«La finalidad principal del ser humano es glorificar a Dios y disfrutar de Él para siempre», expresa el Catecismo de Westminster. Gran parte de las Escrituras invitan a dar gracias y adorar alegremente al Dios vivo. Cuando honramos al Señor, estamos celebrando que Él es la fuente de donde fluye toda bondad.
Cuando alabamos al Señor de corazón, experimentamos esa condición gozosa para la que fuimos creados. Tal como un hermoso atardecer o un pacífico paisaje pastoral apuntan a la majestad del Creador, así también la adoración profundiza nuestra comunión espiritual con Él. El salmista declaró: «Grande es el Señor, y digno de suprema alabanza […]. Cercano está el Señor a todos los que le invocan» (Salmo 145:3, 18).

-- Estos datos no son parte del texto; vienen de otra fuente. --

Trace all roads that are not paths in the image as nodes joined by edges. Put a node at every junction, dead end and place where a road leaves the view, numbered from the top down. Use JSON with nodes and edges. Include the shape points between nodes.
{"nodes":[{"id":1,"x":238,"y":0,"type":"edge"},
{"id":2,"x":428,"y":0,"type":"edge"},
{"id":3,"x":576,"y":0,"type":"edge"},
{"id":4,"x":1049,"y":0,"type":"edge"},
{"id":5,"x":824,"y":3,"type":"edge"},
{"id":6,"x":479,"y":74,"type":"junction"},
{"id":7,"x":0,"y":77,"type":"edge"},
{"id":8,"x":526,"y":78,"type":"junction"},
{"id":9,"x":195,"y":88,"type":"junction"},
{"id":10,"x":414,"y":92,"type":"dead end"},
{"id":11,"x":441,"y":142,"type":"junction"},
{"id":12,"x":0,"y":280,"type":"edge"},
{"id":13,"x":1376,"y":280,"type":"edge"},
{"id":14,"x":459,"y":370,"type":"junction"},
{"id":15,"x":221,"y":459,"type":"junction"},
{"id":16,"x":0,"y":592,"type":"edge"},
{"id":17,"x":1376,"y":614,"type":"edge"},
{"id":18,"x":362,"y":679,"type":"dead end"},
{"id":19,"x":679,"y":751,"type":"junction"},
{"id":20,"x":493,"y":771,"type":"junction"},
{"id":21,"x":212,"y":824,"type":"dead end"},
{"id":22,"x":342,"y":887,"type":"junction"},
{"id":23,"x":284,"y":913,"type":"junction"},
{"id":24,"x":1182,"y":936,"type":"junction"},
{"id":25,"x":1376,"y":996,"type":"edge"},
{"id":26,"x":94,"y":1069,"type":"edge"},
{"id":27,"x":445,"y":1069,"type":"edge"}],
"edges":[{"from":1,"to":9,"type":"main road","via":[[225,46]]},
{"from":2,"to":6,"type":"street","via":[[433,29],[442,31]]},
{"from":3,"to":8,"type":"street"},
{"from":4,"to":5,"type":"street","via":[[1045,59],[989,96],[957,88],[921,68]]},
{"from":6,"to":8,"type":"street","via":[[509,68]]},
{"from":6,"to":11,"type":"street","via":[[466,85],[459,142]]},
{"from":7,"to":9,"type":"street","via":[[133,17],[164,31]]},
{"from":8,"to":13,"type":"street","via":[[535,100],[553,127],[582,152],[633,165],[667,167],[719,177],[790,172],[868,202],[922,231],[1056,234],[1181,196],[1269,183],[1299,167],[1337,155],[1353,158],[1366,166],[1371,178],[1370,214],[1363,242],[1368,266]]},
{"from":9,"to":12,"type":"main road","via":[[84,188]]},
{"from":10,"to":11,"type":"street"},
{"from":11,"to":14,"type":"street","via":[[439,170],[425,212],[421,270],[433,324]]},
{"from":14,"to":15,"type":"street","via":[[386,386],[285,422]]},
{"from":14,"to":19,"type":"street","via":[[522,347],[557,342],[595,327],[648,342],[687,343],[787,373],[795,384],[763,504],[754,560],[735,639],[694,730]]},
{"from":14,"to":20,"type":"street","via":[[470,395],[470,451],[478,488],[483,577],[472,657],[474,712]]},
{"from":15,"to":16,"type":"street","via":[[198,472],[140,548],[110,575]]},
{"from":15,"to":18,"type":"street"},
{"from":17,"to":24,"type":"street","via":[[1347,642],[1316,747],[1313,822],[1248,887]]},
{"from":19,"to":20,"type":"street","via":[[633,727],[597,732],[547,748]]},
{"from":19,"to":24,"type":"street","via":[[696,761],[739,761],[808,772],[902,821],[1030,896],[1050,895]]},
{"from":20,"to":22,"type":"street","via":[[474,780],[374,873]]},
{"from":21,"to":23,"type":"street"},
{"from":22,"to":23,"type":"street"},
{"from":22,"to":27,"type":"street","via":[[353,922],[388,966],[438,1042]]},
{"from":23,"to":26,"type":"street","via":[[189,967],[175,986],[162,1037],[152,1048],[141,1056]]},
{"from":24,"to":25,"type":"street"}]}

Dios no necesita nuestra adoración, pero nosotros necesitamos adorarlo. Al disfrutar de su presencia, bebemos del gozo de su amor infinito y nos regocijamos en Aquel que vino para redimirnos y restaurarnos. «Me mostrarás la senda de la vida; en tu presencia hay plenitud de gozo; delicias a tu diestra para siempre», expresó el salmista (Salmo 16:11).